Required work ▸ The response must reproduce exactly every line of the material below holding the word "СОНЯЧНА".

Input ▸
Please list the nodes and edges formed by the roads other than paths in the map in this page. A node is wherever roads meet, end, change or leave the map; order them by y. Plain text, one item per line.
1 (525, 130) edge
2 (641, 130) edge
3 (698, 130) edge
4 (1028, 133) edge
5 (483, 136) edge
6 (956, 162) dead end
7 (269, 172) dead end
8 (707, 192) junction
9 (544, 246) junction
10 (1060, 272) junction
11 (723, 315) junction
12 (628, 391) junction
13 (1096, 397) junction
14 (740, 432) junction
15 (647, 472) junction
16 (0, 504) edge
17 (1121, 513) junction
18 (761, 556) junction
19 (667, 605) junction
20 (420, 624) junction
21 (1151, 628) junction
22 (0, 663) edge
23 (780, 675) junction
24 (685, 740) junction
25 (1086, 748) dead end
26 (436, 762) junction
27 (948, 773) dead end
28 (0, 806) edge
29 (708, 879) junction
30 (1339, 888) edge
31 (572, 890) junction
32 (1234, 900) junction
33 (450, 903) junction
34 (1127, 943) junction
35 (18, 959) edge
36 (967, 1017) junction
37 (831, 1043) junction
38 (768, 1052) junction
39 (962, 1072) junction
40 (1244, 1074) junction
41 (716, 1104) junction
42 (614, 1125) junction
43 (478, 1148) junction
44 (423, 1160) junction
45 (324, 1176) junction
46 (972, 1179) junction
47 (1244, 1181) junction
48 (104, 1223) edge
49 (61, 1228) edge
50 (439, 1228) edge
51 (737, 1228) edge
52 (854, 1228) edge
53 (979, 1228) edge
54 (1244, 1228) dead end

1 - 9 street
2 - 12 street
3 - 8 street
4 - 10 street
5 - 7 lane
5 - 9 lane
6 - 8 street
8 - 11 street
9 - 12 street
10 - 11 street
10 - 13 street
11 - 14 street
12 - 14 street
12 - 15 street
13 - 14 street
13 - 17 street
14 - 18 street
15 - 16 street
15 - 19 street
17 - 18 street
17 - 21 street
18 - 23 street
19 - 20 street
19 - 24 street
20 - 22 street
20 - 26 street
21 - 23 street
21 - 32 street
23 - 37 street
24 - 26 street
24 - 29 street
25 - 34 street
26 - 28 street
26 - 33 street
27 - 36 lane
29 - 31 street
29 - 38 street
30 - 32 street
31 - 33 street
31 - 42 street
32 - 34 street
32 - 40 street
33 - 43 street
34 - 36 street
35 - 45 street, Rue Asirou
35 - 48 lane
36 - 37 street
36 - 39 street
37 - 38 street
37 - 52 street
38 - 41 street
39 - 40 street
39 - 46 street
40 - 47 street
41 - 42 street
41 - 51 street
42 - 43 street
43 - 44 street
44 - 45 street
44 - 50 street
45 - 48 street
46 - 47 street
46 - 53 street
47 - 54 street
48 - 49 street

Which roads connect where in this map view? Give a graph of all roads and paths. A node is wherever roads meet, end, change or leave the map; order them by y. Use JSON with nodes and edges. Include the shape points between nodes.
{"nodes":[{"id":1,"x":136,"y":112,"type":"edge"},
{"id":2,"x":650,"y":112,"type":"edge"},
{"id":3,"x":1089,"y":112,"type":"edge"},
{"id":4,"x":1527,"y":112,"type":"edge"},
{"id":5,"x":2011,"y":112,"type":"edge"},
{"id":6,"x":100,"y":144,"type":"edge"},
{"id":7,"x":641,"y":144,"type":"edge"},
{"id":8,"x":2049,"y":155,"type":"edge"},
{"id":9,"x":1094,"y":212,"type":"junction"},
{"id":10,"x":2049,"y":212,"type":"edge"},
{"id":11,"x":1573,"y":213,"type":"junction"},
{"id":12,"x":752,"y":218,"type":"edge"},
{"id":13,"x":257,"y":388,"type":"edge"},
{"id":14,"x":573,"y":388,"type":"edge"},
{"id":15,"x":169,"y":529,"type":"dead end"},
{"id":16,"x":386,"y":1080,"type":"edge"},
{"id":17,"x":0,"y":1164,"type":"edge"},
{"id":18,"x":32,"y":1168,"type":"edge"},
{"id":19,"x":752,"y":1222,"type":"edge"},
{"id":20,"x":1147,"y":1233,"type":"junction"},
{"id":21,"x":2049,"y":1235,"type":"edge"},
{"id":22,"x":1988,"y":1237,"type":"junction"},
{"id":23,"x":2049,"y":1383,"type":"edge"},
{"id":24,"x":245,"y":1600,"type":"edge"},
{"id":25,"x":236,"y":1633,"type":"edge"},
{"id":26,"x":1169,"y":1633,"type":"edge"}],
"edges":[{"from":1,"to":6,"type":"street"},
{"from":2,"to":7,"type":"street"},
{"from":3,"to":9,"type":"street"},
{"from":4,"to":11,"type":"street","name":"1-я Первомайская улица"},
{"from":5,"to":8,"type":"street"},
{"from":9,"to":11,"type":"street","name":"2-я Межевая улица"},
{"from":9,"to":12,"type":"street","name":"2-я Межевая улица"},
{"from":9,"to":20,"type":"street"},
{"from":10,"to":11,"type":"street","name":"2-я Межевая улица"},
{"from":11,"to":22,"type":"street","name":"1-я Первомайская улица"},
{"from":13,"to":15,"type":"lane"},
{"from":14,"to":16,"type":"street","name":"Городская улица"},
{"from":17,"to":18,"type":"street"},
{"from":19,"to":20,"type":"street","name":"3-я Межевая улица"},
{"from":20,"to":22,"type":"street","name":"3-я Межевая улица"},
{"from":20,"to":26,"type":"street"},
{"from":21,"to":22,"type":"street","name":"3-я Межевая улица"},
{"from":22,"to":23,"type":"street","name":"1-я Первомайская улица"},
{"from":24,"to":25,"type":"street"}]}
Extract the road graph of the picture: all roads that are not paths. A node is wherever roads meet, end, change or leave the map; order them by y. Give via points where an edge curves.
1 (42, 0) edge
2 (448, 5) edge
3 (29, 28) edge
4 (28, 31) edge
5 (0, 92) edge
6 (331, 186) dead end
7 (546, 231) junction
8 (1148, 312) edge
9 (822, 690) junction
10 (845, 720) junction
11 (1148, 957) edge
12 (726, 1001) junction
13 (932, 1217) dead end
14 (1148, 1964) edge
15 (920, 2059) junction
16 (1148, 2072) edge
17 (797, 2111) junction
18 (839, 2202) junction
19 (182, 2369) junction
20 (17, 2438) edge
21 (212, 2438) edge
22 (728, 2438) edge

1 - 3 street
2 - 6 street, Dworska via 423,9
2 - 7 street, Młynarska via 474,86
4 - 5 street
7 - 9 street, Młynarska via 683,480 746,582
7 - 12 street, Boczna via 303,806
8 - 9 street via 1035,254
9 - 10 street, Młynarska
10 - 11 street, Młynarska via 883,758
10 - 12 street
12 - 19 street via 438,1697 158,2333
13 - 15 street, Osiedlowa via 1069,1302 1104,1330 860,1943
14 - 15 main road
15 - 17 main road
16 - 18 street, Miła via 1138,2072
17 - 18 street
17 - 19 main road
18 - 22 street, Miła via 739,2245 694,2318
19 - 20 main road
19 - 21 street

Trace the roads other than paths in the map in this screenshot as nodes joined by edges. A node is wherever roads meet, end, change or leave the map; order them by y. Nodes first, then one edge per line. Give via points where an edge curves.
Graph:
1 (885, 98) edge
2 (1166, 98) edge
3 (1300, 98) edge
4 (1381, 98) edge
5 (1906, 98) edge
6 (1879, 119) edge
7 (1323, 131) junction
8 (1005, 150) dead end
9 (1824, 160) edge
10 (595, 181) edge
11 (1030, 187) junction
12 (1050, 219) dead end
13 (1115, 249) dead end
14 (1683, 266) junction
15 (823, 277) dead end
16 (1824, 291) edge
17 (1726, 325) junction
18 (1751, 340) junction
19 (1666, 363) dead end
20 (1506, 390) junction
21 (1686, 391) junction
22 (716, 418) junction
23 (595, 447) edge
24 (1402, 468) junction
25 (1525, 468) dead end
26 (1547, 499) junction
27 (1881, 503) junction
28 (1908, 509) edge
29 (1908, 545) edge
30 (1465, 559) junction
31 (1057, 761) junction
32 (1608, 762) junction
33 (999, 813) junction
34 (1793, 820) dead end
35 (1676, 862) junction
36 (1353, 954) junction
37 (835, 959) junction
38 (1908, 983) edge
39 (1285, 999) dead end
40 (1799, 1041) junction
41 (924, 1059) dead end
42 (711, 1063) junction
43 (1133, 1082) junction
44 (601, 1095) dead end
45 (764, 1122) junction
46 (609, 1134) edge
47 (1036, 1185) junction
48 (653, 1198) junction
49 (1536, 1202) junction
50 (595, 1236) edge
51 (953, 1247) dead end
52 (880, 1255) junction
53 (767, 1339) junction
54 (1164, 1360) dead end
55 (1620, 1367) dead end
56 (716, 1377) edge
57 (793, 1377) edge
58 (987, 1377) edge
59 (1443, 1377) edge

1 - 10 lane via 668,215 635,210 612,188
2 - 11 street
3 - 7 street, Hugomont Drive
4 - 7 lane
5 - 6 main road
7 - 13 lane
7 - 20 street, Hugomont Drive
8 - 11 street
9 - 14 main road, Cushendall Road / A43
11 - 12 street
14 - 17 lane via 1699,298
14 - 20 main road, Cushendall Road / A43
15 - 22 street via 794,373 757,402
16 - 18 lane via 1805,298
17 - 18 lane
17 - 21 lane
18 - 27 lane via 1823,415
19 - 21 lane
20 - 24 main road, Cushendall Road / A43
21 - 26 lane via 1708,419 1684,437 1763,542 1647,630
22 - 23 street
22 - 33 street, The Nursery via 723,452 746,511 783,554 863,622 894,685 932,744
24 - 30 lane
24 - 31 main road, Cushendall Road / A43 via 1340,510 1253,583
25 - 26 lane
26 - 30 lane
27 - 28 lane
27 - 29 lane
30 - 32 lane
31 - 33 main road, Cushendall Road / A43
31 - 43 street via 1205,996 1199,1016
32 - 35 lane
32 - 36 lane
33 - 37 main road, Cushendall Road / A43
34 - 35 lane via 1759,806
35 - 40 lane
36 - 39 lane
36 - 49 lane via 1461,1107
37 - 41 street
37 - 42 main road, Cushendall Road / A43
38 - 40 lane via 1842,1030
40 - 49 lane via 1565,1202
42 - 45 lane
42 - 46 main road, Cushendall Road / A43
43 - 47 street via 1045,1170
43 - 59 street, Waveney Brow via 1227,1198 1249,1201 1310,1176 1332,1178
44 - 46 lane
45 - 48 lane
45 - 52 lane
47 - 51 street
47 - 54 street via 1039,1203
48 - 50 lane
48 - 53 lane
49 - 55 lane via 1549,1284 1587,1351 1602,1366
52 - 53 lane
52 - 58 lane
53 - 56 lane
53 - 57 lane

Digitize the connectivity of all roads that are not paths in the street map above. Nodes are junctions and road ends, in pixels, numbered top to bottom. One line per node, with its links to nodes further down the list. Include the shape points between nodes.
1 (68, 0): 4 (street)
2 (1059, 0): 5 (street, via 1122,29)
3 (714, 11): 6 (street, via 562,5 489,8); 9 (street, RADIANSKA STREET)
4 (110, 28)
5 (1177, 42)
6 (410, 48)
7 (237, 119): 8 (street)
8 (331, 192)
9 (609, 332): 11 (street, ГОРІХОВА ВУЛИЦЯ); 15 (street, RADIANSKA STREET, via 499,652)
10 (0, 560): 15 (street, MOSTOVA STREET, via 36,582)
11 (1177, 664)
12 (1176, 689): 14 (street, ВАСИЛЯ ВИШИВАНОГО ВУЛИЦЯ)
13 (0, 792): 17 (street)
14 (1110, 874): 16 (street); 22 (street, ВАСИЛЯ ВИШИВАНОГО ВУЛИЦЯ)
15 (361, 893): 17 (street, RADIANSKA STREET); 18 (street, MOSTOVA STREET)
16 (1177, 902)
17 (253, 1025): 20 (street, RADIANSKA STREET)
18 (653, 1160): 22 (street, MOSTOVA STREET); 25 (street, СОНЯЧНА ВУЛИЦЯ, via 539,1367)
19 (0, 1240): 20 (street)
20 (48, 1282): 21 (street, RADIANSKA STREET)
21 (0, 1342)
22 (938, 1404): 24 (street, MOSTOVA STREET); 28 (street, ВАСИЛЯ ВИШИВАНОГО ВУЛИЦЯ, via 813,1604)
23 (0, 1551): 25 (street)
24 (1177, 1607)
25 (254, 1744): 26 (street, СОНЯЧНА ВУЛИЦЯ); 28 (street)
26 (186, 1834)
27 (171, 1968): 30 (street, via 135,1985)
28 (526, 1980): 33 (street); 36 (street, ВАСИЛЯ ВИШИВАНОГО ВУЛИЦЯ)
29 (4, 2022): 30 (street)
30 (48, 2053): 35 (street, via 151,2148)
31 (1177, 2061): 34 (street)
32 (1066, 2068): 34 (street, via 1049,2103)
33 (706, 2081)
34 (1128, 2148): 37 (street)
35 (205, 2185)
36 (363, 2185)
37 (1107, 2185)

Exercise result ▸
18 (653, 1160): 22 (street, MOSTOVA STREET); 25 (street, СОНЯЧНА ВУЛИЦЯ, via 539,1367)
25 (254, 1744): 26 (street, СОНЯЧНА ВУЛИЦЯ); 28 (street)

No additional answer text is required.